Exercise –
Can you transcribe the data exactly? Leave the pictures out.

Records for this exercise –
-- Opening Marker --

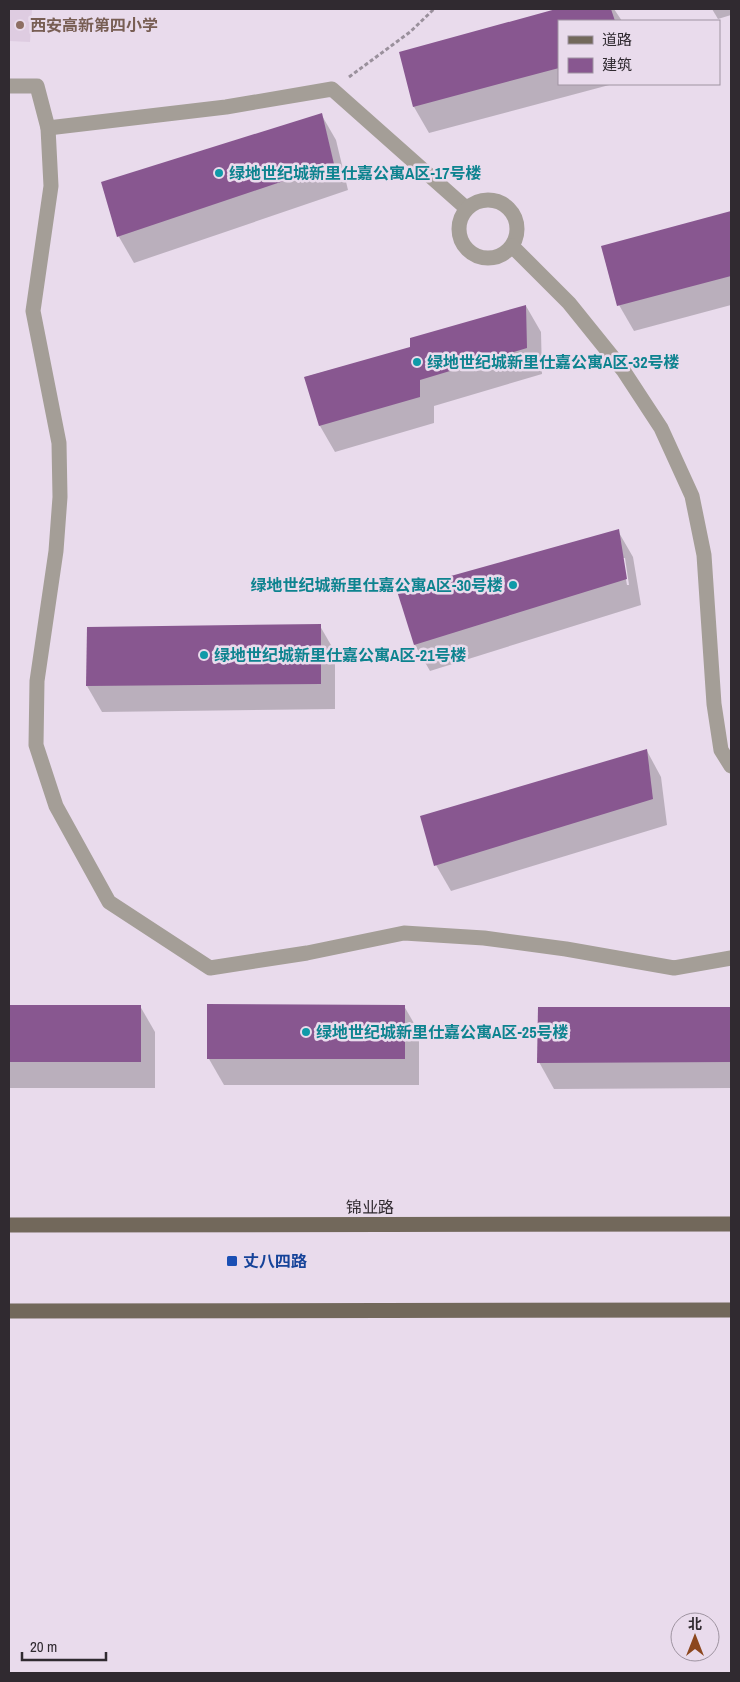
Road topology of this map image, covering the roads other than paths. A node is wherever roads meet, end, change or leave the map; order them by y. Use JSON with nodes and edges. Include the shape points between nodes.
{"nodes":[{"id":1,"x":9,"y":86,"type":"edge"},
{"id":2,"x":48,"y":128,"type":"junction"},
{"id":3,"x":466,"y":208,"type":"junction"},
{"id":4,"x":512,"y":246,"type":"junction"},
{"id":5,"x":731,"y":766,"type":"edge"},
{"id":6,"x":731,"y":958,"type":"edge"},
{"id":7,"x":731,"y":1224,"type":"edge"},
{"id":8,"x":9,"y":1225,"type":"edge"},
{"id":9,"x":731,"y":1310,"type":"edge"},
{"id":10,"x":9,"y":1311,"type":"edge"}],
"edges":[{"from":1,"to":2,"type":"street","via":[[37,86]]},
{"from":2,"to":3,"type":"street","via":[[226,107],[332,89]]},
{"from":2,"to":6,"type":"street","via":[[51,186],[32,311],[59,443],[60,497],[56,551],[37,681],[36,745],[56,806],[109,902],[210,968],[404,933],[566,948],[674,968]]},
{"from":3,"to":4,"type":"street","via":[[483,199],[502,203],[510,209],[516,217],[517,227]]},
{"from":3,"to":4,"type":"street","via":[[458,226],[459,235],[469,251],[477,256],[497,257]]},
{"from":4,"to":5,"type":"street","via":[[569,303],[623,370],[661,428],[692,496],[704,556],[714,704],[721,750]]},
{"from":7,"to":8,"type":"main road","name":"锦业路"},
{"from":9,"to":10,"type":"main road"}]}
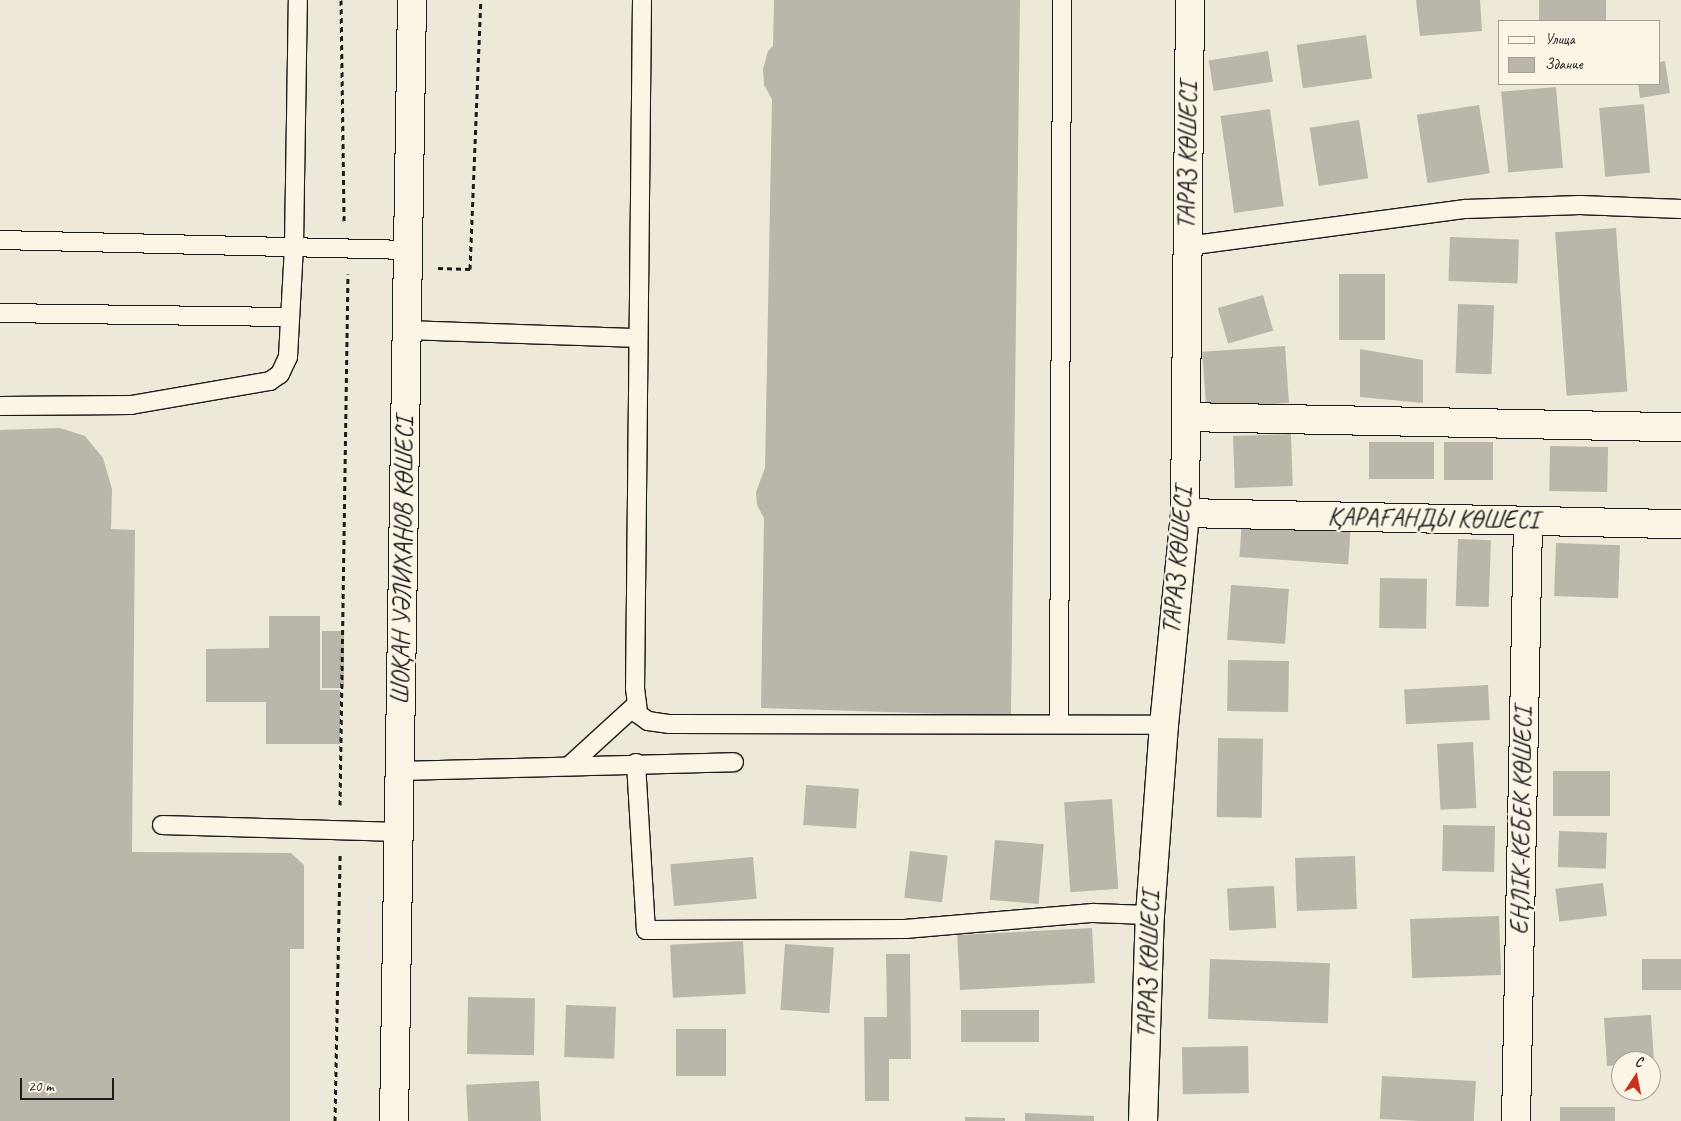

-- Closing Marker --

Output below –
Road topology of this map image, covering the roads other than paths. A node is wherever roads meet, end, change or leave the map; order them by y. Use JSON with nodes and edges. Include the shape points between nodes.
{"nodes":[{"id":1,"x":9,"y":86,"type":"edge"},
{"id":2,"x":48,"y":128,"type":"junction"},
{"id":3,"x":466,"y":208,"type":"junction"},
{"id":4,"x":512,"y":246,"type":"junction"},
{"id":5,"x":731,"y":766,"type":"edge"},
{"id":6,"x":731,"y":958,"type":"edge"},
{"id":7,"x":731,"y":1224,"type":"edge"},
{"id":8,"x":9,"y":1225,"type":"edge"},
{"id":9,"x":731,"y":1310,"type":"edge"},
{"id":10,"x":9,"y":1311,"type":"edge"}],
"edges":[{"from":1,"to":2,"type":"street","via":[[37,86]]},
{"from":2,"to":3,"type":"street","via":[[226,107],[332,89]]},
{"from":2,"to":6,"type":"street","via":[[51,186],[32,311],[59,443],[60,497],[56,551],[37,681],[36,745],[56,806],[109,902],[210,968],[404,933],[566,948],[674,968]]},
{"from":3,"to":4,"type":"street","via":[[483,199],[502,203],[510,209],[516,217],[517,227]]},
{"from":3,"to":4,"type":"street","via":[[458,226],[459,235],[469,251],[477,256],[497,257]]},
{"from":4,"to":5,"type":"street","via":[[569,303],[623,370],[661,428],[692,496],[704,556],[714,704],[721,750]]},
{"from":7,"to":8,"type":"main road","name":"锦业路"},
{"from":9,"to":10,"type":"main road"}]}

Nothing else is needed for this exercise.